Home plate was positioned on the 20-yard-line at the out-of-bounds stripe on the visitor’s sideline. Backstop padding helped bolster the foundation of a mobile backstop. Softball goal nets and a series of mobile guards protected players in dugout areas. Fans used the football bleachers on both sides of the stadium.

“We wanted to protect people in the stands,” Berneking says. “We had a left-fielder who caught a ball (barely in foul territory) and ran out of play. We didn’t want her (on a play like that) to run into fans.”

Baserunners were awarded an extra base on two occasions when fielders stepped beyond orange cones that marked an outline for the field of play. And, at times, pitchers had to reposition a mat that held the pitching rubber in place. Otherwise, the doubleheader played out just as any other softball Saturday would. The field measured 210 feet down both lines and 230 feet to center. So, it was regulation in length, meaning the four home runs smacked by the Beavers all counted.

There are times when that’s not the case as teams play on football fields in domed stadiums. Home runs are counted as ground-rule doubles in cases where fields don’t reach regulation depth.

“This is a fairly common thing to do in the north,” Berneking says of putting a softball diamond on the football field. “For the College of St. Benedict to do this, it wasn’t that out of the ordinary. We kind of stole some ideas from them and they were all about it.”

So were the Beavers, who used the afternoon to acclimate themselves to Midwest weather after a spring break trip that featured a 7-1 mark in Tucson, Ariz. The Bennies prevailed on this historic occasion, using a few big innings to overpower BVU’s four home runs on the day in posting a sweep. The Beavers got back to their winning ways with a sweep of Grinnell four days later in games played on the diamond BVU shares with Storm Lake High School.

Despite the setbacks, it should not diminish the imagination, the sweat, and the cooperation it took to transform Peterson Field at J. Leslie Rollins Stadium into a softball venue for the first time.

Grant Mollring, BVU football coach, shared his perspective from a place he doesn’t experience often: In the stadium’s bleachers.

“Coach Berneking and I were in a conversation a while back and the idea of playing the game on the football field was brought up,” he says. “I was all in favor and wanted to do what we could to help out in any way.

“What an awesome experience for her team to play a game on campus and it was fun to watch from an angle I’m not used to being at in the stands,” Mollring continues. “Hopefully this will be an annual event and having students on campus next year (instead of on spring break) will only add to the atmosphere.”

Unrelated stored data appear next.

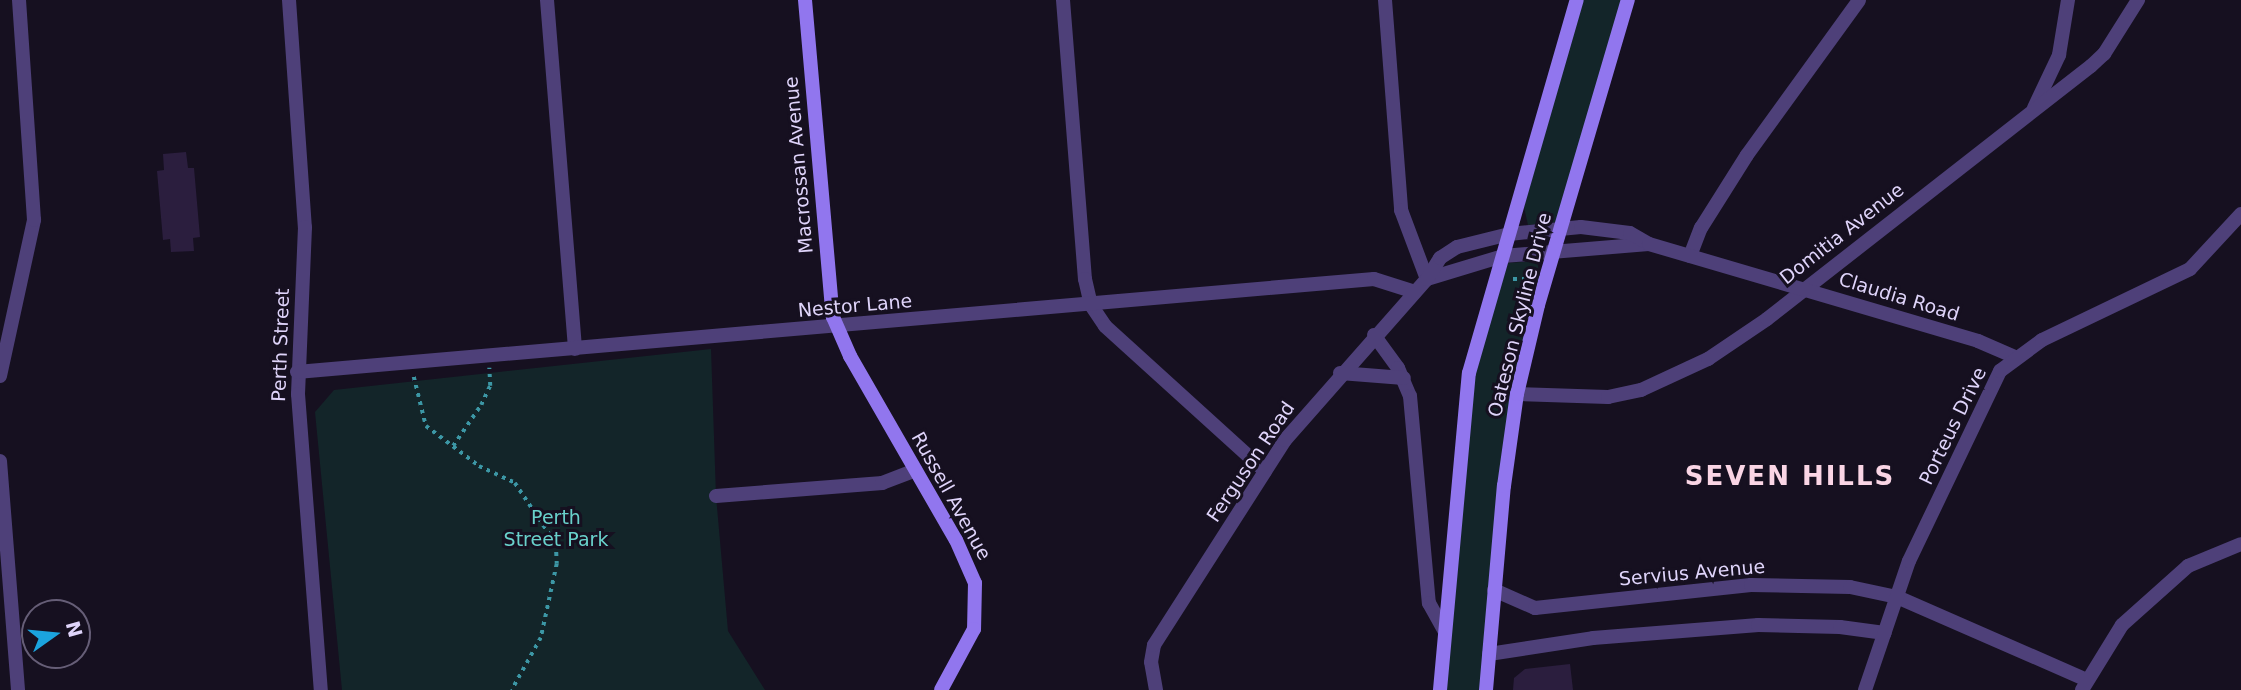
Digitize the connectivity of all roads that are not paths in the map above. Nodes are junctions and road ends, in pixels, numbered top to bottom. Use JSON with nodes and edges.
{"nodes":[{"id":1,"x":19,"y":0,"type":"edge"},
{"id":2,"x":289,"y":0,"type":"edge"},
{"id":3,"x":547,"y":0,"type":"edge"},
{"id":4,"x":805,"y":0,"type":"edge"},
{"id":5,"x":1063,"y":0,"type":"edge"},
{"id":6,"x":1385,"y":0,"type":"edge"},
{"id":7,"x":1577,"y":0,"type":"edge"},
{"id":8,"x":1628,"y":0,"type":"edge"},
{"id":9,"x":1859,"y":0,"type":"edge"},
{"id":10,"x":2068,"y":0,"type":"edge"},
{"id":11,"x":2137,"y":0,"type":"edge"},
{"id":12,"x":2033,"y":110,"type":"junction"},
{"id":13,"x":2241,"y":214,"type":"edge"},
{"id":14,"x":1561,"y":229,"type":"junction"},
{"id":15,"x":1509,"y":234,"type":"junction"},
{"id":16,"x":1649,"y":244,"type":"junction"},
{"id":17,"x":1554,"y":251,"type":"junction"},
{"id":18,"x":1503,"y":256,"type":"junction"},
{"id":19,"x":1690,"y":256,"type":"junction"},
{"id":20,"x":1427,"y":279,"type":"junction"},
{"id":21,"x":1804,"y":288,"type":"junction"},
{"id":22,"x":1415,"y":292,"type":"junction"},
{"id":23,"x":1091,"y":305,"type":"junction"},
{"id":24,"x":836,"y":327,"type":"junction"},
{"id":25,"x":1374,"y":335,"type":"junction"},
{"id":26,"x":575,"y":349,"type":"junction"},
{"id":27,"x":2015,"y":356,"type":"junction"},
{"id":28,"x":297,"y":372,"type":"junction"},
{"id":29,"x":1340,"y":373,"type":"junction"},
{"id":30,"x":0,"y":376,"type":"edge"},
{"id":31,"x":1404,"y":378,"type":"junction"},
{"id":32,"x":1517,"y":394,"type":"junction"},
{"id":33,"x":0,"y":461,"type":"edge"},
{"id":34,"x":916,"y":470,"type":"junction"},
{"id":35,"x":1265,"y":471,"type":"junction"},
{"id":36,"x":716,"y":496,"type":"dead end"},
{"id":37,"x":2241,"y":544,"type":"edge"},
{"id":38,"x":1494,"y":590,"type":"junction"},
{"id":39,"x":1897,"y":597,"type":"junction"},
{"id":40,"x":1444,"y":630,"type":"junction"},
{"id":41,"x":1885,"y":634,"type":"junction"},
{"id":42,"x":1489,"y":654,"type":"junction"},
{"id":43,"x":2084,"y":685,"type":"edge"},
{"id":44,"x":19,"y":690,"type":"edge"},
{"id":45,"x":321,"y":690,"type":"edge"},
{"id":46,"x":941,"y":690,"type":"edge"},
{"id":47,"x":1157,"y":690,"type":"edge"},
{"id":48,"x":1440,"y":690,"type":"edge"},
{"id":49,"x":1486,"y":690,"type":"edge"},
{"id":50,"x":1865,"y":690,"type":"edge"}],
"edges":[{"from":1,"to":30,"type":"street"},
{"from":2,"to":28,"type":"street","name":"Perth Street"},
{"from":3,"to":26,"type":"street"},
{"from":4,"to":24,"type":"main road","name":"Macrossan Avenue"},
{"from":5,"to":23,"type":"street"},
{"from":6,"to":20,"type":"street"},
{"from":7,"to":15,"type":"main road","name":"Oateson Skyline Drive"},
{"from":8,"to":14,"type":"main road","name":"Oateson Skyline Drive"},
{"from":9,"to":19,"type":"street"},
{"from":10,"to":12,"type":"street"},
{"from":11,"to":12,"type":"street","name":"Domitia Avenue"},
{"from":12,"to":21,"type":"street","name":"Domitia Avenue"},
{"from":13,"to":27,"type":"street","name":"Porteus Drive"},
{"from":14,"to":15,"type":"street","name":"Claudia Road"},
{"from":14,"to":16,"type":"street","name":"Claudia Road"},
{"from":14,"to":17,"type":"main road","name":"Oateson Skyline Drive"},
{"from":15,"to":18,"type":"main road","name":"Oateson Skyline Drive"},
{"from":15,"to":20,"type":"street","name":"Ferguson Road"},
{"from":16,"to":17,"type":"street","name":"Claudia Road"},
{"from":16,"to":19,"type":"street","name":"Claudia Road"},
{"from":17,"to":18,"type":"street","name":"Claudia Road"},
{"from":17,"to":32,"type":"main road","name":"Oateson Skyline Drive"},
{"from":18,"to":20,"type":"street"},
{"from":18,"to":40,"type":"main road","name":"Oateson Skyline Drive"},
{"from":19,"to":21,"type":"street","name":"Claudia Road"},
{"from":20,"to":22,"type":"street","name":"Ferguson Road"},
{"from":21,"to":27,"type":"street","name":"Claudia Road"},
{"from":21,"to":32,"type":"street","name":"Domitia Avenue"},
{"from":22,"to":23,"type":"street","name":"Nestor Lane"},
{"from":22,"to":25,"type":"street","name":"Ferguson Road"},
{"from":23,"to":24,"type":"street","name":"Nestor Lane"},
{"from":23,"to":35,"type":"street"},
{"from":24,"to":26,"type":"street","name":"Nestor Lane"},
{"from":24,"to":34,"type":"main road","name":"Russell Avenue"},
{"from":25,"to":29,"type":"street","name":"Ferguson Road"},
{"from":25,"to":31,"type":"street"},
{"from":26,"to":28,"type":"street","name":"Nestor Lane"},
{"from":27,"to":39,"type":"street","name":"Porteus Drive"},
{"from":28,"to":45,"type":"street","name":"Perth Street"},
{"from":29,"to":31,"type":"street"},
{"from":29,"to":35,"type":"street","name":"Ferguson Road"},
{"from":31,"to":40,"type":"street"},
{"from":32,"to":38,"type":"main road","name":"Oateson Skyline Drive"},
{"from":33,"to":44,"type":"street"},
{"from":34,"to":36,"type":"street"},
{"from":34,"to":46,"type":"main road","name":"Russell Avenue"},
{"from":35,"to":47,"type":"street","name":"Ferguson Road"},
{"from":37,"to":43,"type":"street"},
{"from":38,"to":39,"type":"street","name":"Servius Avenue"},
{"from":38,"to":42,"type":"main road","name":"Oateson Skyline Drive"},
{"from":39,"to":41,"type":"street","name":"Porteus Drive"},
{"from":39,"to":43,"type":"street","name":"Servius Avenue"},
{"from":40,"to":48,"type":"main road","name":"Oateson Skyline Drive"},
{"from":41,"to":42,"type":"street"},
{"from":41,"to":50,"type":"street","name":"Porteus Drive"},
{"from":42,"to":49,"type":"main road","name":"Oateson Skyline Drive"}]}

“It was awesome,” says Joy (Johnson) Gross, a BVU Athletics Hall of Famer who starred on the softball diamond, and played basketball and tennis for the Beavers from 1982-86. “I remember playing for the Beavers on the field at West Ninth Street in Storm Lake, as well as on the field by East Elementary School. We also played at Storm Lake High School and, back then, our home field was the one used by St. Mary’s High School, the field behind the Corner Pocket (now Malarky’s).”

According to a story in The Tack, the earliest days of the program, the early 1970s, the Beavers hosted softball games on the grass behind Siebens Fieldhouse.

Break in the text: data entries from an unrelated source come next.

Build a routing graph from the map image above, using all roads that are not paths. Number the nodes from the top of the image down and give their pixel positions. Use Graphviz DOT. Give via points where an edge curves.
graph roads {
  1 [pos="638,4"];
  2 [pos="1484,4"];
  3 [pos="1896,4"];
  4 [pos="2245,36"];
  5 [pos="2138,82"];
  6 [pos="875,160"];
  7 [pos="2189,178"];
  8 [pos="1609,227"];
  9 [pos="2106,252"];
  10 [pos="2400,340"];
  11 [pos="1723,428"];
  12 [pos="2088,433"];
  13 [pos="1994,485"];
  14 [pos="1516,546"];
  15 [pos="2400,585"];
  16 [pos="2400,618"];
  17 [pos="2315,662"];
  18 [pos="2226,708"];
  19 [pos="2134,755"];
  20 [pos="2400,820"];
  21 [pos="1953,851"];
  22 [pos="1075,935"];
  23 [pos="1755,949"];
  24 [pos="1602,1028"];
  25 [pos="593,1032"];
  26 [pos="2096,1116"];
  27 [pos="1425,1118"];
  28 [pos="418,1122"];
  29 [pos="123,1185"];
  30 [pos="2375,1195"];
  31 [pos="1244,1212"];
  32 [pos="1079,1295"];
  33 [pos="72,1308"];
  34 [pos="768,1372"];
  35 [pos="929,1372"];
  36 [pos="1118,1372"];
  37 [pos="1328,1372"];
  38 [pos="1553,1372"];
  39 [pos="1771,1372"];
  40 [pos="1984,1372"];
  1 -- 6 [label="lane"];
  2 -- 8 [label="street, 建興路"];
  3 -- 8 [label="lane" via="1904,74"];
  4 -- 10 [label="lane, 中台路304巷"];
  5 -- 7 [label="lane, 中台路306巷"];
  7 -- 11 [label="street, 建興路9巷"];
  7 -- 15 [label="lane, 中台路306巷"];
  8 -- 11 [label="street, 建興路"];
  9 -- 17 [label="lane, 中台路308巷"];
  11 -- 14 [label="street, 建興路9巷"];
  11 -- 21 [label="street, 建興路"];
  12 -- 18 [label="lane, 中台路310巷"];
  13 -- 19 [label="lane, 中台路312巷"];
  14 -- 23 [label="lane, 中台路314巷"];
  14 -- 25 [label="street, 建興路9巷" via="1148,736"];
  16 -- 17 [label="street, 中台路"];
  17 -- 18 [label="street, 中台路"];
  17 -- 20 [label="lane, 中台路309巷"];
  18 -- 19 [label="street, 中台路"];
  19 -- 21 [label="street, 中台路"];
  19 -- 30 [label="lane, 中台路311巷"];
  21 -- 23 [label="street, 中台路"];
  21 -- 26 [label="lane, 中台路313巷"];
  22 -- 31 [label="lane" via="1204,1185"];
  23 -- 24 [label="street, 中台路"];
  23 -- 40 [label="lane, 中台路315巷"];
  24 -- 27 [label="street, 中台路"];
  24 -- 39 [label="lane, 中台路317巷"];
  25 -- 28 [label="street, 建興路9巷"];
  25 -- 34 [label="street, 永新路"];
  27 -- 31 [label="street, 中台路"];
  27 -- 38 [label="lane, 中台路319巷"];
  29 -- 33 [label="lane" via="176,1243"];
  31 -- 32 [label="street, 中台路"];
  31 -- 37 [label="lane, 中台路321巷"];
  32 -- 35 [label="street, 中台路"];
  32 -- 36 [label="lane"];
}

Gross almost had to pinch herself as her daughter, freshman Peyton Gross, pitched a game on campus last month, her first home contest in a BVU uniform. She threw strikes and battled as the fabled Schaller Chapel clock sounded its chime every quarter-hour.

“I never thought I’d this happen,” says Gross, the team’s unofficial/official photographer, a passionate parent who populates the BV Softball Fan Page on Facebook with photos. “Playing on the football field shows Coach Berneking’s passion: Play anywhere, play anytime.”

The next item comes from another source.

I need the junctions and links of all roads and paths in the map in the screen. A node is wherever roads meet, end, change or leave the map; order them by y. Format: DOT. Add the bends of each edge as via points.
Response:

Berneking smiled about confluence of events that led to a softball field taking up a sizeable chunk of J. Leslie Rollins Stadium. She says the field likely hasn’t seen its last softball action. Like Mollring, she’d love to give the field a go when class is in session.

“This is a great backup plan for us,” she says. “It’s especially a great way to get some nonconference games at home before conference play begins.”